Breest, in her testimony, was cross-examined about her incomplete recall of the alleged rape, the sometimes joking tone of texts about it, her efforts to remain in touch with Haggis afterwards, and her decision not to go to the police. Rocchio said most rape victims don’t report what happened to them as crimes, and that rape is by far the most underreported of crimes. Especially when the rapist is someone the victim already knows, she said, “you’re far less likely to initially label your experience as a rape or a sexual assault.”

Rocchio, questioned by a lawyer for Breest, Zoe Salzman, said she found Breest experienced “extreme psychological distress” in the immediate aftermath of the rape,” as well as “shame, humiliation and embarrassment,” and initially blamed herself for what happened, although she no longer does.

In “Ms. Breest’s perceptions of what happened and its effect on her,” Rocchio said, “there was remarkable consistency in the data I reviewed.”

Salzman showed jurors an excerpt of a report on Breest generated by a computer based on her personality test scores. It said that “the respondent has likely experienced a disturbing traumatic event in the past – an event that continues to distress her and produce recurrent episodes of anxiety.”

On cross-examination, Zuckerman posted another excerpt from the same report that said “respondent may not have answered in a completely forthright manner; the nature of her responses might lead the evaluator to form a somewhat inaccurate impression of the client.”

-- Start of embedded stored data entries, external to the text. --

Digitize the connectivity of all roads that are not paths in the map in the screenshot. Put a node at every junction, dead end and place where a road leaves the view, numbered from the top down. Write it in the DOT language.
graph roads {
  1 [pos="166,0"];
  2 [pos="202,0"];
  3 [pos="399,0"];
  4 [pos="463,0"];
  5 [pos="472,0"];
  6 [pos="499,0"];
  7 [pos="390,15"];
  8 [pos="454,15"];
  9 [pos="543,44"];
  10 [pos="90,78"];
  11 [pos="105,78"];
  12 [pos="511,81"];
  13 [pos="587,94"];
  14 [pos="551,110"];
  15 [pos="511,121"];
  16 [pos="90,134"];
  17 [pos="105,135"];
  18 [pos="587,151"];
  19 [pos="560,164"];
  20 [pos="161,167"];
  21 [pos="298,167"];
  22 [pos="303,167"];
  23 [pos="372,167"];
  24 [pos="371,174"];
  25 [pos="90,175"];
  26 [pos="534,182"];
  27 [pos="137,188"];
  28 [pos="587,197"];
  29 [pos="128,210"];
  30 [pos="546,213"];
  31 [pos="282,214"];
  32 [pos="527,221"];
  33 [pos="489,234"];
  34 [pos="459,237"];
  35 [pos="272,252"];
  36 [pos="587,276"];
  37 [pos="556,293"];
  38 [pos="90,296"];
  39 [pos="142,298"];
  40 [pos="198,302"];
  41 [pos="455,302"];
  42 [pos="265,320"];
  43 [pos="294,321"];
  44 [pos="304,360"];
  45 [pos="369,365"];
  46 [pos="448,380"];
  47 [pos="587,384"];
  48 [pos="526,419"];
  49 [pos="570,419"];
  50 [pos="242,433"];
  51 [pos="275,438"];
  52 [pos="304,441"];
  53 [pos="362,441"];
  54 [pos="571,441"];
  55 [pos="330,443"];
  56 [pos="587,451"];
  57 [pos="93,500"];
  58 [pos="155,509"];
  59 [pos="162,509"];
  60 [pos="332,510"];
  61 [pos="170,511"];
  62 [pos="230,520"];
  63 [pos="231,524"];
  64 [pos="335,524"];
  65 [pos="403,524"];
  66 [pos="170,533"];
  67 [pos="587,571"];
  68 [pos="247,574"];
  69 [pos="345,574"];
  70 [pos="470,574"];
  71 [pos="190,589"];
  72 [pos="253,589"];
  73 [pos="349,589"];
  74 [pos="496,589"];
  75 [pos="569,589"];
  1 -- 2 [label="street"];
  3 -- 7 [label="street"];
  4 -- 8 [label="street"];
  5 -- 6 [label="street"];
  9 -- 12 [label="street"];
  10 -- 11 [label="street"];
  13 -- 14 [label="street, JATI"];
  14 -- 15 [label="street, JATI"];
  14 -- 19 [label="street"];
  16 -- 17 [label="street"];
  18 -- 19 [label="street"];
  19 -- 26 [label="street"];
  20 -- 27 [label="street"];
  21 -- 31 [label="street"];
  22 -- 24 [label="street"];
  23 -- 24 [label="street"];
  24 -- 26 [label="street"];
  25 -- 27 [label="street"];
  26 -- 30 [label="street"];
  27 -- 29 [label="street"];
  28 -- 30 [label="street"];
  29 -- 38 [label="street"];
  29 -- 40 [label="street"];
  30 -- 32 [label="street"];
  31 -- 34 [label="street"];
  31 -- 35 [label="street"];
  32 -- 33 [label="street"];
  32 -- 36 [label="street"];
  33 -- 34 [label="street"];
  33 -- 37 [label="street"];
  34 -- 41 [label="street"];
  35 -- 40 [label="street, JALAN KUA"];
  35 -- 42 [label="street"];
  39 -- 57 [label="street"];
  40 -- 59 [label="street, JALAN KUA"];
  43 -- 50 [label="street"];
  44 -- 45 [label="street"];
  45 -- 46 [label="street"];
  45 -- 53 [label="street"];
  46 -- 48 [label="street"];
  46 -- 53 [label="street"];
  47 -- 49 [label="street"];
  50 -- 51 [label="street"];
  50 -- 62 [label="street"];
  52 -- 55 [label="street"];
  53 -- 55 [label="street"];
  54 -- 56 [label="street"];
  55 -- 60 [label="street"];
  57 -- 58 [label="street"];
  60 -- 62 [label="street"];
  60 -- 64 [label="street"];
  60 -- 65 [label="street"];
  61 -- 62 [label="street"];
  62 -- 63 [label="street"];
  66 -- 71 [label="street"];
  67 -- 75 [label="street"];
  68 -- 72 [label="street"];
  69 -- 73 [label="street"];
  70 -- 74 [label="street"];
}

Zuckerman even raised Rapp v. Spacey. “And the jury rejected your testimony in that case, is that right?” he said. “No,” Rocchio said, arguing that the jury ruled Rapp had failed to prove what happened to him met the legal definition of rape.

Rocchio is Breest’s last witness, with the defense resting its case just after lunch.

The trial’s eighth day opened with Haggis dropping a piece of his initial defense. On Friday, Kraus told jurors that both parties in the case have agreed there is no evidence Breest is a Scientologist. But Haggis’ first witness on Friday is a former official in the church of Scientology, which Haggis belonged to and later criticized as a “cult.”

In another echo of the Spacey trial, Zuckerman said that Breest had watched Going Clear and didn’t report finding the experience traumatic. Spacey’s lawyers had emphasized how often Rapp went out of his way to watch Spacey’s movies despite claiming that the sight of Spacey was triggering.